ANYONE who has been even reasonably alert to trends in American business in recent years is well aware that merger has become a way of life. There were an estimated 4,462 mergers in 1968, and the number in 1969 is expected to rise to 5,400 [2]. Over the past five years or so, a growing number of such mergers have been instigated by firms that have come to be known as conglomerates. Since different people have different ideas on what a conglomerate is, let me define the word as I will be using it in this paper. I am not talking about the more conventional forms of merger that have been commonplace for a long time-horizontal integration (such as occurs when one fertilizer company acquires another fertilizer company) or vertical integration (such as the purchase of a broiler operation by a feed manufacturer). Neither am I talking about diversification into related product areas (a soap manufacturer buying a bleach producer) nor into different geographic areas in the same product line. Rather, I will be talking primarily about mergers in which one company takes over or combines with another whose product line is completely dissimilar, such as an electronics firm acquiring a meat packer or a telephone company buying a vending machine company. Conglomerates, even by the latter definition, have been with us for a long time.
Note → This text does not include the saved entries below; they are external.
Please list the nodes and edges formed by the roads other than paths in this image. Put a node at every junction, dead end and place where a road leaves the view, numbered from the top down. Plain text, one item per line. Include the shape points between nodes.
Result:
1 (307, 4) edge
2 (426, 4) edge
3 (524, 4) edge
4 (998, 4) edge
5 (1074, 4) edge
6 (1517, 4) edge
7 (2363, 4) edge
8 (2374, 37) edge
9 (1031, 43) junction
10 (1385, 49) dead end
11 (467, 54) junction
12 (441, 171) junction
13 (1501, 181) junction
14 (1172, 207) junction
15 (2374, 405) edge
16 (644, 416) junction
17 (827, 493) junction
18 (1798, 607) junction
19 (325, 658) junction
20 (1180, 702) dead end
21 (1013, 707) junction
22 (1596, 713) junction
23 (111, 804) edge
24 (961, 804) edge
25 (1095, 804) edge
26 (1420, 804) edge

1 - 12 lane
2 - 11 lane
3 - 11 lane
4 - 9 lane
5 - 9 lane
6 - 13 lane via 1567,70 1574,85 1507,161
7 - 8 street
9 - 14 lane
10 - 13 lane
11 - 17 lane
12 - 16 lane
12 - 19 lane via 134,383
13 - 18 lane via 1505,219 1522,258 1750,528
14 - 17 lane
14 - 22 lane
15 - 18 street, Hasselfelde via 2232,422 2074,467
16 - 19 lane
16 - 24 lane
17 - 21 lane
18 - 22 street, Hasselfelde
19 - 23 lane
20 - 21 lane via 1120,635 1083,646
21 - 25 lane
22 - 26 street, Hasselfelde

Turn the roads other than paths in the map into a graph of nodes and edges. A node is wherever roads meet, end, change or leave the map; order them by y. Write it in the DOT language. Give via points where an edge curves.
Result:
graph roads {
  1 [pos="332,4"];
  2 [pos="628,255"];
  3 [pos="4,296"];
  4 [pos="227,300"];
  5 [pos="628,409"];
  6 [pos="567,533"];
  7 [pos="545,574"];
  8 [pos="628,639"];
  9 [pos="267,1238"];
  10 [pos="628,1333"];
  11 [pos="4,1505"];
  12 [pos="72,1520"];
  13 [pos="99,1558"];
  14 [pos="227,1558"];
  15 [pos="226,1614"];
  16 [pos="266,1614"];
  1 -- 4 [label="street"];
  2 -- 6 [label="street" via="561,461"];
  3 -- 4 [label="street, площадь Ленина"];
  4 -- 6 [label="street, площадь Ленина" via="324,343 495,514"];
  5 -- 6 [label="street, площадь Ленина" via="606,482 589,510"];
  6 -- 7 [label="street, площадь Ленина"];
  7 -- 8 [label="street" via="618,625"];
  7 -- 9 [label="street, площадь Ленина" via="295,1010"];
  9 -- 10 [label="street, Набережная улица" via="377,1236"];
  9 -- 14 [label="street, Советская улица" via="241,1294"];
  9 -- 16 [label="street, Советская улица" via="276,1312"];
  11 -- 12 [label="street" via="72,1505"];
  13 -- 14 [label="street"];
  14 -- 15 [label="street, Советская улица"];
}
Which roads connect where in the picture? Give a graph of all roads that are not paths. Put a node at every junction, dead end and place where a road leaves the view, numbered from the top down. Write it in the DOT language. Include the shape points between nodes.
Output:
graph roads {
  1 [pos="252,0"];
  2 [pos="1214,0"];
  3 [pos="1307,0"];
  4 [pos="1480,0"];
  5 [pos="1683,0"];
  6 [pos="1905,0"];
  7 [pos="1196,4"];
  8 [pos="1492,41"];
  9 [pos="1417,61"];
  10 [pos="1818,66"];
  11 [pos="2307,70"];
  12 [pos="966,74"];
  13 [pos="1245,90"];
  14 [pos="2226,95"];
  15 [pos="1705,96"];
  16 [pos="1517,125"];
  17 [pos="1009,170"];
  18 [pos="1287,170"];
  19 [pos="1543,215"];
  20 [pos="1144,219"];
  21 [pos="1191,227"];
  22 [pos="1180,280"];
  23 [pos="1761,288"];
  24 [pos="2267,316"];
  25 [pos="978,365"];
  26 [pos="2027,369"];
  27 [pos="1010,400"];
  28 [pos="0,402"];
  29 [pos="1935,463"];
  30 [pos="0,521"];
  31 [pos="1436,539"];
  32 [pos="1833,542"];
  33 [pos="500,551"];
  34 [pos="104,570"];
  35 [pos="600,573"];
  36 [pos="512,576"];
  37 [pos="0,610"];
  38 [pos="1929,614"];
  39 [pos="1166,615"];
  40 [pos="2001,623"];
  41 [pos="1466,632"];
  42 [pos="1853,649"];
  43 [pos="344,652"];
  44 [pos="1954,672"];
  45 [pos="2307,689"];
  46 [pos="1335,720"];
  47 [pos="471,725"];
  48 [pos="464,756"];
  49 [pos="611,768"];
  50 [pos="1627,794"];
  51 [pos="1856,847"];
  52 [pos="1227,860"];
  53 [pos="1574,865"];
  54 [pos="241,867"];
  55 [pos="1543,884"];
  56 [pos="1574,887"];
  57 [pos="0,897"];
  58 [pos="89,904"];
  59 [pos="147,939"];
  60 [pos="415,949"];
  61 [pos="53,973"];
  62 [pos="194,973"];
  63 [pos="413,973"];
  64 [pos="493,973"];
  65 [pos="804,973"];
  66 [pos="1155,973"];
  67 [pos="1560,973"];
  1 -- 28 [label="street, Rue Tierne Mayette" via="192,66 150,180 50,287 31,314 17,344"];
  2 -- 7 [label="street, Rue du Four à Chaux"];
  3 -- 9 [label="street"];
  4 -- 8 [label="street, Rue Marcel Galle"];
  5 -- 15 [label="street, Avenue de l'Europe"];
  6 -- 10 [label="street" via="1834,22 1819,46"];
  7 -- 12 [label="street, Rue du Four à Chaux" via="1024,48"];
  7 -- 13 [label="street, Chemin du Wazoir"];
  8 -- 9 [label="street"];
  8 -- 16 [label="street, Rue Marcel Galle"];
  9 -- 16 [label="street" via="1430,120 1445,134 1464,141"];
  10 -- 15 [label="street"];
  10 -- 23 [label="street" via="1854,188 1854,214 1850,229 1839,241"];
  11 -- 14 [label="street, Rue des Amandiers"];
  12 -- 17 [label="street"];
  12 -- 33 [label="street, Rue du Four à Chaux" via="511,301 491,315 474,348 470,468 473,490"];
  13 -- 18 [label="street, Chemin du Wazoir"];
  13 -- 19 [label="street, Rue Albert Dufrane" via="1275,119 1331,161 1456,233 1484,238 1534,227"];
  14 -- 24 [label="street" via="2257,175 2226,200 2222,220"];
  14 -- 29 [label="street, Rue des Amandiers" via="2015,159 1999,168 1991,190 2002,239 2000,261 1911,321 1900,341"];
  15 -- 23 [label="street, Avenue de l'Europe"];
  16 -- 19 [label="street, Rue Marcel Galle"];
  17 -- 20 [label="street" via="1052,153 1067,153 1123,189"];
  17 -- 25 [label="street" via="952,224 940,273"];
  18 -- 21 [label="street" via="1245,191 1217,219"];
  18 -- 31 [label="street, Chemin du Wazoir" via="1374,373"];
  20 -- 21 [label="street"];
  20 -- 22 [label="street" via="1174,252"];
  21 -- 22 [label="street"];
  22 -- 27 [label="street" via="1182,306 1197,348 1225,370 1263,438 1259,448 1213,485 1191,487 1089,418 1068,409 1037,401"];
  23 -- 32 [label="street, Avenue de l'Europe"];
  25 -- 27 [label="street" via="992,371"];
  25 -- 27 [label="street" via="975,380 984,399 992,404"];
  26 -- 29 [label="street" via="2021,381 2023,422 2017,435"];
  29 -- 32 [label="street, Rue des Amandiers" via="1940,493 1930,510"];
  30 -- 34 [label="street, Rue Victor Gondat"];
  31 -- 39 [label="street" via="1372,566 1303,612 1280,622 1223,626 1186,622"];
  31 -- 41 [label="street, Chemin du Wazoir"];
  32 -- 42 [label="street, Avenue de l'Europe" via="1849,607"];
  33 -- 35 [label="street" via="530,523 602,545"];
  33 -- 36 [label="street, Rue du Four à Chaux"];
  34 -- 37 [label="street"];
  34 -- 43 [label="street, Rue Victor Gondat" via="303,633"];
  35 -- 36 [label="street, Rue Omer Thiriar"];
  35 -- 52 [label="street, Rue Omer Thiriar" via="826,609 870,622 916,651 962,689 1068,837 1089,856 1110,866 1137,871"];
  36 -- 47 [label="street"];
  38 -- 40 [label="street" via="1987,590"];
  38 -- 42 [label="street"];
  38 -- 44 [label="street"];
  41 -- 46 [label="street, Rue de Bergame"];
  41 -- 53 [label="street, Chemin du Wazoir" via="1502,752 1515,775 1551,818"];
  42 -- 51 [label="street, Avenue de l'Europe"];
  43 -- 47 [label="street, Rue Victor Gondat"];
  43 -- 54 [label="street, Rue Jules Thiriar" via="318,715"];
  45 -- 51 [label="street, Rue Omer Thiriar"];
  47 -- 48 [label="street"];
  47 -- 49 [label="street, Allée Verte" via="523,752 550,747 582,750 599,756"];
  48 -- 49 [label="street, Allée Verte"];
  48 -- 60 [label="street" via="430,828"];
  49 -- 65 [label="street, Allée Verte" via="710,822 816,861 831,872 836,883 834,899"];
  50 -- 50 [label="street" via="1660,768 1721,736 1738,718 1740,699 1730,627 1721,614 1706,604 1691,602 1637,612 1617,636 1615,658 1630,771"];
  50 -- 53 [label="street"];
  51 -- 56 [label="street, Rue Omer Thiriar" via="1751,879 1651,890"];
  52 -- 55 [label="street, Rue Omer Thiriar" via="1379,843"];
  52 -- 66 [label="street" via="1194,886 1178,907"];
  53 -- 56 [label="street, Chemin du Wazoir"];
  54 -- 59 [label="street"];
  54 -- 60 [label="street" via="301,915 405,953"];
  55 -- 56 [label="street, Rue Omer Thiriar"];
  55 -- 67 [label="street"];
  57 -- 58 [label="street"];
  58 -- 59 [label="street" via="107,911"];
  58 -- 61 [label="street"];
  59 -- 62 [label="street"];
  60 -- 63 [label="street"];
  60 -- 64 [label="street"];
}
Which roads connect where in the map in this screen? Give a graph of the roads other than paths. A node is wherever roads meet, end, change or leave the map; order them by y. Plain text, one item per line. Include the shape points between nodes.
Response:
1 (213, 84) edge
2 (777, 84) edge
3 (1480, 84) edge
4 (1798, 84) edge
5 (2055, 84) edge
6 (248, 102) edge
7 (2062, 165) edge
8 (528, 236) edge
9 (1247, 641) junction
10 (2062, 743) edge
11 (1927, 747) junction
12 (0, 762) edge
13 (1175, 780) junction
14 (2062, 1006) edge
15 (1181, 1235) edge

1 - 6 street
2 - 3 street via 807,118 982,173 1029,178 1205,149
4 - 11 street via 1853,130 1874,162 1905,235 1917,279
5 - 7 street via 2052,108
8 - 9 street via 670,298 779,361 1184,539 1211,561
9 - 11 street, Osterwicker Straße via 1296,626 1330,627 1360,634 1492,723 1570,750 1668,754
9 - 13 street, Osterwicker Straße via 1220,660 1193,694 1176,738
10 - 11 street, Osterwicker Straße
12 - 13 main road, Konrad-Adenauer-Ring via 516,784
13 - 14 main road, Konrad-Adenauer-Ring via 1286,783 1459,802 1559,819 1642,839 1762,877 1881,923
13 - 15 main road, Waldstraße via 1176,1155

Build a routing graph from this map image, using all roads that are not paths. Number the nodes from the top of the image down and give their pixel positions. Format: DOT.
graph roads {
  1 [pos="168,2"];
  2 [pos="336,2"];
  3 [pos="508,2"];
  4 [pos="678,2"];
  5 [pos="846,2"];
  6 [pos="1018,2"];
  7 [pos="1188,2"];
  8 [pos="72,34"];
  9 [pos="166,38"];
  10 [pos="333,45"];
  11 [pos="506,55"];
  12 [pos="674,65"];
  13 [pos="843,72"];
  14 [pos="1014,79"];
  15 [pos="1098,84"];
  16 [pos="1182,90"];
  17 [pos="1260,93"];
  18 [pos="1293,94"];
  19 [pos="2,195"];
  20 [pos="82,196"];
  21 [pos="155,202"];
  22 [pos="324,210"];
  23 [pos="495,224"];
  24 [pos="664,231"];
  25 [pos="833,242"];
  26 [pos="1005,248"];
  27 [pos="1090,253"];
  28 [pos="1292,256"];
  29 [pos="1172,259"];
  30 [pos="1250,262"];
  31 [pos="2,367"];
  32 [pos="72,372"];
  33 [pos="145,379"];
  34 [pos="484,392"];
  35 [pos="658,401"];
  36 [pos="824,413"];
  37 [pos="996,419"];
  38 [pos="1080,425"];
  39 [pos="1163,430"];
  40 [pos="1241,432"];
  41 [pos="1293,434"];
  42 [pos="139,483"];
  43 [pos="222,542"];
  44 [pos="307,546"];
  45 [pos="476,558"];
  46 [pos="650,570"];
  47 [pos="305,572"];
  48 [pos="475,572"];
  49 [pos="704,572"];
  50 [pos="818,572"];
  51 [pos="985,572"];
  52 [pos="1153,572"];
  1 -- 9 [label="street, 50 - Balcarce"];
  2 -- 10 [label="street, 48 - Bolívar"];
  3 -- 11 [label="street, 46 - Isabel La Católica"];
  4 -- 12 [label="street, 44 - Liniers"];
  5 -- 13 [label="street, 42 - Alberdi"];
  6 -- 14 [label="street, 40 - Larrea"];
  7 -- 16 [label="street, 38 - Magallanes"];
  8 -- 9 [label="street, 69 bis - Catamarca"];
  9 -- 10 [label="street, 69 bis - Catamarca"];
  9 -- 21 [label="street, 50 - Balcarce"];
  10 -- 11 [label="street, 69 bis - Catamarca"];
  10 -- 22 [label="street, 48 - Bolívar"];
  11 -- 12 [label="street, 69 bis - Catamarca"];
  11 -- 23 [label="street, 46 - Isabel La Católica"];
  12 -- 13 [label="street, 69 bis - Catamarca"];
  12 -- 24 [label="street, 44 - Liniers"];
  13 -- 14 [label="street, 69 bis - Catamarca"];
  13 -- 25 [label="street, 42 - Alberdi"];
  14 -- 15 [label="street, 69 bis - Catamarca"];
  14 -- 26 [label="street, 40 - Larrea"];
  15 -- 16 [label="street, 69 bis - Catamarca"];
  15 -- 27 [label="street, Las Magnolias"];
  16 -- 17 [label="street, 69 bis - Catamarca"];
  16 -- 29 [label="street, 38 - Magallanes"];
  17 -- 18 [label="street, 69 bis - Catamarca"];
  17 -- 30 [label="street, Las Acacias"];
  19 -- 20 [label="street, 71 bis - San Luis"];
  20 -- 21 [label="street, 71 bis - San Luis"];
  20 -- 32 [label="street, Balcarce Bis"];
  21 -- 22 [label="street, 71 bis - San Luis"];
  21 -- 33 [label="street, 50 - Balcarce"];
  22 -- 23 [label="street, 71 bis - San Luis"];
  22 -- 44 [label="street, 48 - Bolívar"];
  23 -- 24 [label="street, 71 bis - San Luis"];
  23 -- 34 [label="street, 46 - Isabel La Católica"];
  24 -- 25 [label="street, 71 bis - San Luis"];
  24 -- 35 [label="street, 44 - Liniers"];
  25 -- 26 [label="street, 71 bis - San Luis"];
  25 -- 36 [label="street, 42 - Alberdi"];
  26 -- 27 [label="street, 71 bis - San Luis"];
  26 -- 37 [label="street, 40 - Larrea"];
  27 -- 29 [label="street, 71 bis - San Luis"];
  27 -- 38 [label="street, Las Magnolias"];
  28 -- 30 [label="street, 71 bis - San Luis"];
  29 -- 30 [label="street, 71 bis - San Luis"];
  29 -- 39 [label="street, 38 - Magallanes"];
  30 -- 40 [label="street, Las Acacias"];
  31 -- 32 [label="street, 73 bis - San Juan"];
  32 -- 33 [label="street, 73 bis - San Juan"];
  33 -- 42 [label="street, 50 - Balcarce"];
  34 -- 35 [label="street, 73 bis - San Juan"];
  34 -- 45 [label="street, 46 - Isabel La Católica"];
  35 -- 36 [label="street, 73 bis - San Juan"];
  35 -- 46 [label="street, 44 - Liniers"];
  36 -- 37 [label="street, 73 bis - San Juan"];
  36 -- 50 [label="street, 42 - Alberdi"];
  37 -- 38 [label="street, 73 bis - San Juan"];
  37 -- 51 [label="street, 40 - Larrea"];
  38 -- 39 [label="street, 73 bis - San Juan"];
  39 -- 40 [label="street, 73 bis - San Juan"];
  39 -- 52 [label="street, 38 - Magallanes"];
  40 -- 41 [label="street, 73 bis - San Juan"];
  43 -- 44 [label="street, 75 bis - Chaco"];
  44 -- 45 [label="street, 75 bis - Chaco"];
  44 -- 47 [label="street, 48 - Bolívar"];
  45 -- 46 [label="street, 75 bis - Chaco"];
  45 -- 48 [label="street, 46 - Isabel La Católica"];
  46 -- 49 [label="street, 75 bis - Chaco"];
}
One need only cite such giants as General Electric, Ford, and Westinghouse to confirm this. However, these companies got that way long before the recent wave of acquisitions that have led to such wellknown enterprises as Ling-Temco-Vought, Textron, Gulf and Western, and Litton, to name only a few. The fact that a number of major U. S. food and agricultural companies-Armour, Wilson, John Morrell, United Fruit, Allis-Chalmers, Canteen Corporation, Sunshine Biscuit, etc.-have been involved in such acquisitions (actual or threatened) makes this particular session of more than passing interest to agricultural and food economists.